Ci dice che l’investimento totale (pubblico-privato) previsto è di 10,6 miliardi di euro, laddove il fabbisogno previsto dallo stesso piano sarebbe di 12,4 miliardi di euro. “Servono 12,4 miliardi di euro per raggiungere gli obiettivi del 100% della popolazione a 30 Megabit e 85% a 100 Megabit nel 2020“, spiega Rossella Lehnus, che ha curato il piano presso Infratel (società del ministero dello Sviluppo economico). Gli autori del piano ritengono infatti che serva dare i 100 Megabit all’85% degli italiani, per soddisfare l’obiettivo dell’agenda digitale europea secondo cui al 2020 ben il 50% della popolazione dovrà essere utente dei 100 Megabit (da noi è pura utopia, ma vabbe’).

La differenza tra i 12,4 miliardi e i 10,6 miliardi è dovuta alla ridotta capacità di investimento degli operatori (rispetto ai desiderata del Governo), dato che i fondi pubblici sono abbastanza sicuri e pari a 6 miliardi di euro (europei e nazionali). Di conseguenza, “al Sud dovremmo riuscire a coprire l’85%, mentre al Centro-Nord ci fermeremo al 50%“, dice Lehnus. I fondi pubblici infatti devono essere sbilanciati a favore del Sud. Ma come intende il Governo raggiungere quegli obiettivi? Nelle note stampa di ieri si diceva che non sceglierà una Tecnologia precisa. Ma a leggere il piano si apprende che questa è solo una mezza verità. In realtà, resta una preferenza per la fibra ottica nelle case. In due modi. Primo, le future aste (da fine 2015, si prevede) per l’uso di quei fondi pubblici prediligeranno gli operatori che intendono fare reti tutte in fibra (a quanto si legge). Secondo, i voucher per 1,7 miliardi di euro saranno dati solo agli utenti coperti da fibra ottica nelle case per la migrazione dal rame. Solo nelle prime 502 città ci sarà fibra ottica nelle case (45% della popolazione) e servirà a far pagare la fibra allo stesso prezzo dell’Adsl. Nel cluster “aree marginali“, il 40% della popolazione, ci sarà fibra fino agli armadi e, nel Sud, anche fibra fino al palazzo (non nelle case).
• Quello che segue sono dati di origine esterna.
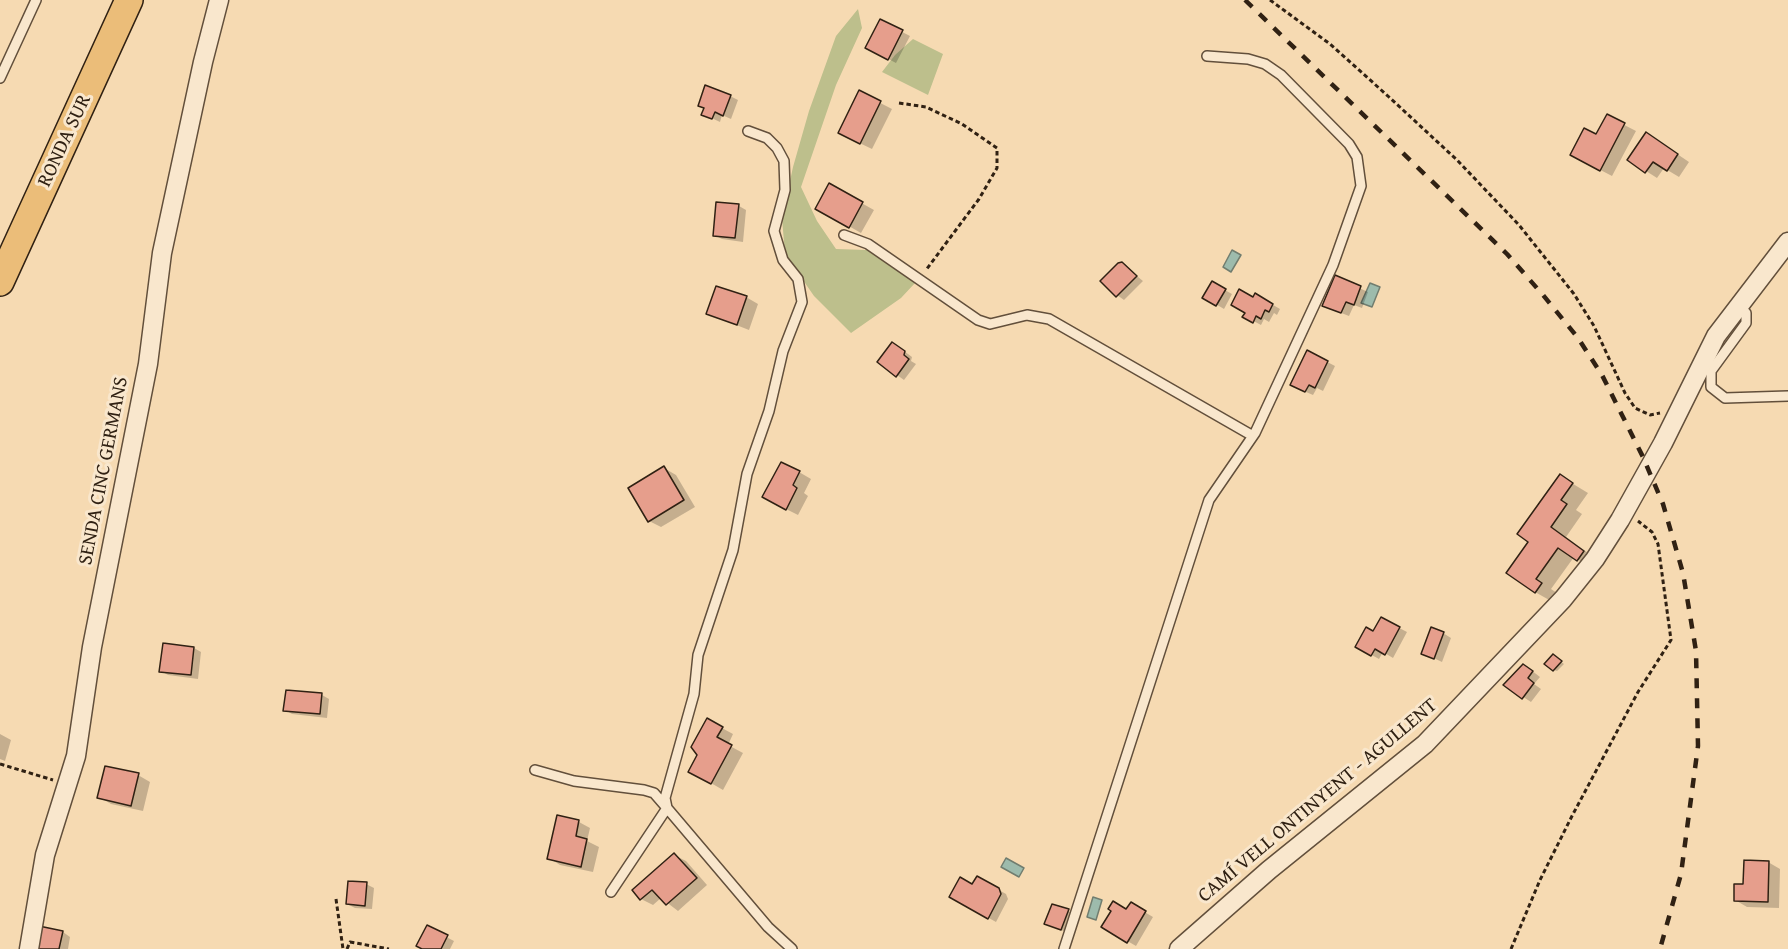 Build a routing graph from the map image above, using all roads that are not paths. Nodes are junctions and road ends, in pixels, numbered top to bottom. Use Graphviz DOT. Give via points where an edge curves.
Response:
graph roads {
  1 [pos="36,0"];
  2 [pos="129,0"];
  3 [pos="219,0"];
  4 [pos="1207,56"];
  5 [pos="0,78"];
  6 [pos="748,131"];
  7 [pos="844,235"];
  8 [pos="1788,242"];
  9 [pos="0,282"];
  10 [pos="1739,306"];
  11 [pos="1788,396"];
  12 [pos="1253,436"];
  13 [pos="535,770"];
  14 [pos="667,808"];
  15 [pos="611,892"];
  16 [pos="29,949"];
  17 [pos="792,949"];
  18 [pos="1064,949"];
  19 [pos="1179,949"];
  1 -- 5 [label="lane"];
  2 -- 9 [label="main road, RONDA SUR"];
  3 -- 16 [label="street, SENDA CINC GERMANS" via="164,242 148,364 94,637 76,756 45,855"];
  4 -- 12 [label="lane" via="1265,64 1281,75 1338,130 1357,157 1360,172 1356,204 1333,265"];
  6 -- 14 [label="lane" via="767,138 784,161 785,190 774,231 783,260 798,279 802,302 783,351 769,411 747,474 733,550 698,655 694,694 665,798"];
  7 -- 12 [label="lane" via="868,244 978,320 990,324 1027,315 1049,319"];
  8 -- 10 [label="street, CAMÍ VELL ONTINYENT - AGULLENT"];
  10 -- 11 [label="lane" via="1746,313 1746,323 1711,371 1711,387 1725,398"];
  10 -- 19 [label="street, CAMÍ VELL ONTINYENT - AGULLENT" via="1716,336 1622,516 1569,591 1443,727"];
  12 -- 18 [label="lane" via="1209,500"];
  13 -- 14 [label="lane" via="574,781 644,790 654,793"];
  14 -- 15 [label="lane"];
  14 -- 17 [label="lane" via="768,927"];
}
Nella terza area si userà fibra fino agli armadi, tecnologie wireless e satellite.

Ultimo punto: adesso si aspetta un decreto (si legge ancora nel piano) per dare attuazione alla migrazione e quindi vedremo i dettagli operativi. Probabilmente un altro terreno di scontro. Restano anche aperti – ma non dovrebbero essere un problema – anche i decreti per le defiscalizzazioni e per il primo catasto nazionale delle infrastrutture.